Players in the financial market with access to capital scrambled to acquire new licenses and permissions. The São Paulo commercial banks metamorphasized into 'universal banks' with subsidiaries covering a whole range of financial operations.

The combination of unrestricted branch banking and universal banking, combined with the Economic Miracle and the economic size of the country, transformed the Brazilian banking system into one of the most modern and efficient in the world.

By 1979, Banco Brasileiro de Descontos was the largest bank in Latin America with one thousand branches from Porto Alegre in the south to Manuas in the Amazon. Bradesco offered a full range of financial and securities market services.

Amador Aguiar, Founder of BradescoAmador Aguiar, founder of Bradesco. He was one of the greatest bankers of the 20th century

The Bradesco head office at the Cidade de Deus, outside of São Paulo, was the largest consumer of IBM products and services in the world. The computerization of the Bradesco network surpassed the most advanced U.S. banks.

A client could deposit money in a branch in the Amazon and have funds available for withdrawal the next morning from his account at a branch in Copacabana. (In the U.S., in the same year, it took ten days to have a check cleared to a branch just across the street in Florida.)

Brazilian commercial banks did not place priority on developing securities markets. However, the preference given by the government to the so-called 'investment banks' put stock brokers and securities exchanges in a secondary position to commercial banks, as was seen in the case of Decree-Law 1401.

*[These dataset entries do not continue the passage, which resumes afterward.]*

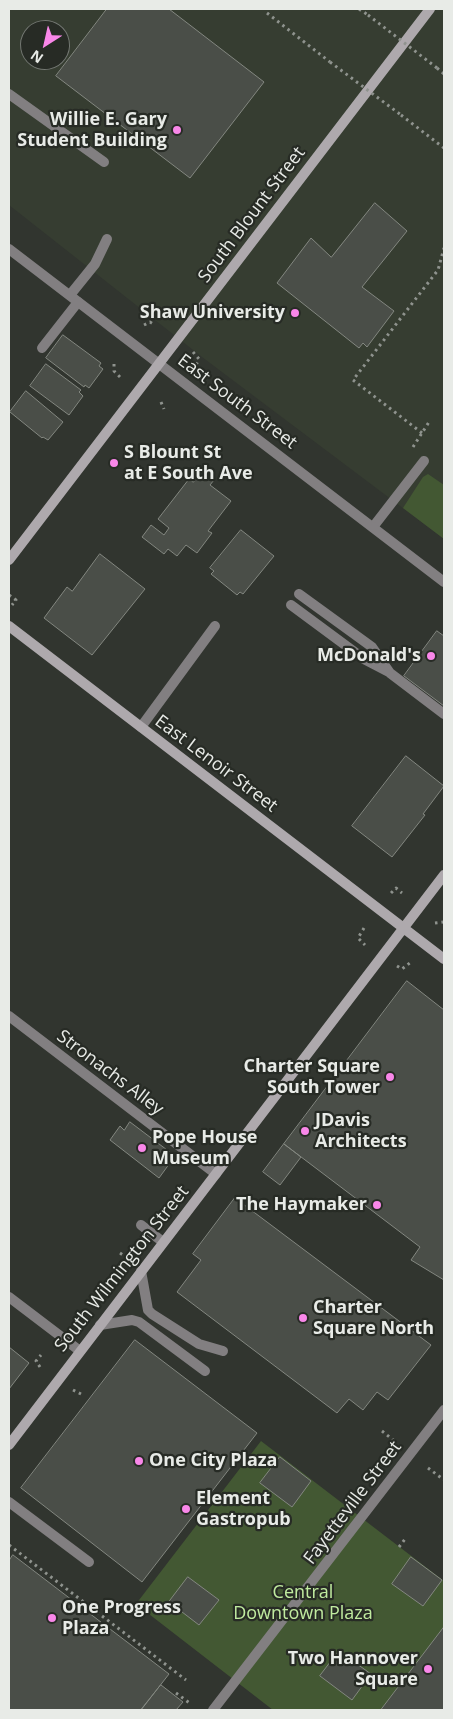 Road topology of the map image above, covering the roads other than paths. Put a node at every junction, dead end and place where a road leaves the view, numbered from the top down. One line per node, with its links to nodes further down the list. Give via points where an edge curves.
1 (430, 9): 8 (main road, South Blount Street)
2 (9, 94): 3 (street)
3 (104, 162)
4 (107, 239): 6 (street)
5 (9, 249): 6 (street, East South Street)
6 (74, 299): 7 (street); 8 (street, East South Street)
7 (42, 348)
8 (159, 364): 10 (street, East South Street); 11 (main road, South Blount Street)
9 (424, 461): 10 (street)
10 (373, 527): 12 (street, East South Street)
11 (9, 560)
12 (444, 582)
13 (299, 594): 17 (street, via 372,647)
14 (291, 605): 17 (street, via 364,659)
15 (9, 626): 19 (main road, East Lenoir Street)
16 (215, 626): 19 (street)
17 (390, 673): 18 (street)
18 (444, 714)
19 (142, 727): 21 (main road, East Lenoir Street)
20 (444, 875): 21 (main road, South Wilmington Street)
21 (404, 928): 22 (main road, East Lenoir Street); 24 (main road, South Wilmington Street)
22 (444, 959)
23 (9, 1016): 24 (street, Stronachs Alley)
24 (216, 1174): 26 (main road, South Wilmington Street)
25 (141, 1225): 26 (street)
26 (163, 1242): 27 (main road, South Wilmington Street)
27 (142, 1271): 29 (main road, South Wilmington Street); 31 (street, via 148,1310 152,1314 198,1344)
28 (9, 1297): 30 (street)
29 (100, 1325): 30 (main road, South Wilmington Street); 32 (street, via 138,1322)
30 (80, 1351): 34 (main road, South Wilmington Street)
31 (224, 1351)
32 (205, 1371)
33 (444, 1410): 37 (street, Fayetteville Street)
34 (9, 1445)
35 (9, 1502): 36 (street)
36 (89, 1562)
37 (213, 1710)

In 1975, Decree-Law 1401 allowed foreign investors, for the first time, to invest in Brazilian closed-end equity funds without the hassle of investment licensing. When the law was first announced, dozens of 'investment banks' announced that they would soon be forming such funds and published expectations for the amounts to be raised ran into the hundreds of millions of dollars.

However, Decree-Law 1401 required that these new closed-end funds be managed only by Brazilian investment banks. Joint-management with foreign investment banks was not permitted. Furthermore, the money could not be repatriated for seven years.

When Brazilian investment banks went abroad to raise funds under Decree-Law 1401, they quickly found that they had no standing in the international investment community. Foreign investment banks were not willing to entrust client's money to Brazilian investment banks with no track record or experience in capital markets.

In the end, only three Brazilian investment banks were successful in placing Decree-Law 1401 funds in the international market: Banco Hipotecário Lar Brasileiro, Banco Bozano Simonsen, and Banco de Investimento do Brasil. The total funds raised were less than US$ 40 million.

The reason why these three banks were successful in raising money, while the others were not, was simply that they were the only banks that had executives with significant experience in the Brazilian securities market. The other executives were commercial bankers.

For example, John Oswin Schroy and Geoffrey Ainsworth Langlands, former executives of Serviço Nacional de Investimentos, were now managing the investment banking operations of Banco Hipotecário Lar Brasileiro and Banco Bozano Simonsen, respectively. Former executives of Deltec, including Roberto Teixeira da Costa and Júlio César Belisário Viana, were now running portfolios at Banco de Investimento do Brasil.

In time, the commercial banks got around to developing their securities operations and foreign investment banks were allowed to operate directly in Brazil.

Globalization of financial markets and the victory of universal banking has smoothed over the rough spots in the capital market reforms of 1964.